Data extracted from a collection:
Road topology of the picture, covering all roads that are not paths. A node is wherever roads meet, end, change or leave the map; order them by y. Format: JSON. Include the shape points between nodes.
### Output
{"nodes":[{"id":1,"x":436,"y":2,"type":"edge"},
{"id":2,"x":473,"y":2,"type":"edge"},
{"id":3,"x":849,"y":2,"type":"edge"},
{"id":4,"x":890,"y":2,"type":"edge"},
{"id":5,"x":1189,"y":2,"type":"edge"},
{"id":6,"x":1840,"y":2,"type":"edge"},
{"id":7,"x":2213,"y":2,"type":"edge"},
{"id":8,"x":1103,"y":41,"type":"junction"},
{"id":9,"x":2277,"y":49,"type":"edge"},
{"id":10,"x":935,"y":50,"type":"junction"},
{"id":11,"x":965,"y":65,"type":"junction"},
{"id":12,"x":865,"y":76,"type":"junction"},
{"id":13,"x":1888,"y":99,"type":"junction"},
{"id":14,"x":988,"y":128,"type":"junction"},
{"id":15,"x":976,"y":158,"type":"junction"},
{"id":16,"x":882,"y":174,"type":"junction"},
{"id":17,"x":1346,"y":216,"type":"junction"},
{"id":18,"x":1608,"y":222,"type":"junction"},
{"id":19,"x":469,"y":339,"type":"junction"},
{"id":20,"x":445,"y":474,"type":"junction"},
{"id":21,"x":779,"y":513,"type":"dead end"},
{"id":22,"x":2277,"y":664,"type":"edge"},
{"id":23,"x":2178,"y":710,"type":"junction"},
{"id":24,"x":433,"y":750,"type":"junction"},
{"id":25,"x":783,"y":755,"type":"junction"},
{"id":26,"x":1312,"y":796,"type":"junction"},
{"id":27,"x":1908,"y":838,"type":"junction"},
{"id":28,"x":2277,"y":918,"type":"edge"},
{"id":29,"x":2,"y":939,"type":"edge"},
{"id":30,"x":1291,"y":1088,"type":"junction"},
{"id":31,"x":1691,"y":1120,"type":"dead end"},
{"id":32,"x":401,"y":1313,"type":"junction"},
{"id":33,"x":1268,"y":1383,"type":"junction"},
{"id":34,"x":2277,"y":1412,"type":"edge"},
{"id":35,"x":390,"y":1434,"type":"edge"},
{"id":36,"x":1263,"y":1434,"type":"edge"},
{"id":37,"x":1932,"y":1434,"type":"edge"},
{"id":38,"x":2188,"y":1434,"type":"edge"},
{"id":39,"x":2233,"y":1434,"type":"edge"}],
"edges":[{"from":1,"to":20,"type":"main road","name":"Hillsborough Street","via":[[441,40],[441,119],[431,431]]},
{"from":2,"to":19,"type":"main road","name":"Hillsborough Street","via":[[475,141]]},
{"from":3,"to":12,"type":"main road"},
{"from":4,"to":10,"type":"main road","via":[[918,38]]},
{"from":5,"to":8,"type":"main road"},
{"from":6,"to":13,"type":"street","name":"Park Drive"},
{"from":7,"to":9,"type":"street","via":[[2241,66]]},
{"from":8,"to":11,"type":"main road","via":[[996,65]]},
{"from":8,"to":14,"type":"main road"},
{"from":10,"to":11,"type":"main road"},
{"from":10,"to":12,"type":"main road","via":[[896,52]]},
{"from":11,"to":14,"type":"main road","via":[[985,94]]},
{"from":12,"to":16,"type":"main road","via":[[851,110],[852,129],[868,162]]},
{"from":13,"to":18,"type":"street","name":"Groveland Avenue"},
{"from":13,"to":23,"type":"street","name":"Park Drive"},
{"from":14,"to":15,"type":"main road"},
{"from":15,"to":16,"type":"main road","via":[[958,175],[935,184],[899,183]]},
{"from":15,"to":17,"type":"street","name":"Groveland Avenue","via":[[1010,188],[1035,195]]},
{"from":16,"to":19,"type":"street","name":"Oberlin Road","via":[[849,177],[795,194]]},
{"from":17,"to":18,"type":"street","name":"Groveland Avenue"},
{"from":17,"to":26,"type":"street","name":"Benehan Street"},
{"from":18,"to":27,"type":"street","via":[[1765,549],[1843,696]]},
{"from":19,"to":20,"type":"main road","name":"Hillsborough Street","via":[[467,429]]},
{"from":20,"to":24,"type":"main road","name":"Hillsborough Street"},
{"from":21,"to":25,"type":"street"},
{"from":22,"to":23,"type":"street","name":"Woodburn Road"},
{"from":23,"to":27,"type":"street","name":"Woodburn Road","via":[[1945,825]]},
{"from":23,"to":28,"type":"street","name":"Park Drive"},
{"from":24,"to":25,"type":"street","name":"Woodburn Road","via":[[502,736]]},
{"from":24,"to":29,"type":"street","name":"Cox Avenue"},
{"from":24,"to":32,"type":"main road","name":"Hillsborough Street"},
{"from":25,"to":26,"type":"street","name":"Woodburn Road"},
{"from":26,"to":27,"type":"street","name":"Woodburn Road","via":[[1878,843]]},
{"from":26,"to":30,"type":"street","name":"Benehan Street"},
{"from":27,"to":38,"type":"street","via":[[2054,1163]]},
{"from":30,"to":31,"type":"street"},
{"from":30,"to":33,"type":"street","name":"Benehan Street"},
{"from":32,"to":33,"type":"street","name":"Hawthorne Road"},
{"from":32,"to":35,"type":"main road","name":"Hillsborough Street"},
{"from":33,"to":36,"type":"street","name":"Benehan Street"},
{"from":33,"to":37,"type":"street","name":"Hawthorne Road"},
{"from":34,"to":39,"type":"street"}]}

* **Your goal**: In the records, locate each line holding the string "Hillsborough" and copy it.

* **Response to this exercise**:
"edges":[{"from":1,"to":20,"type":"main road","name":"Hillsborough Street","via":[[441,40],[441,119],[431,431]]},
{"from":2,"to":19,"type":"main road","name":"Hillsborough Street","via":[[475,141]]},
{"from":19,"to":20,"type":"main road","name":"Hillsborough Street","via":[[467,429]]},
{"from":20,"to":24,"type":"main road","name":"Hillsborough Street"},
{"from":24,"to":32,"type":"main road","name":"Hillsborough Street"},
{"from":32,"to":35,"type":"main road","name":"Hillsborough Street"},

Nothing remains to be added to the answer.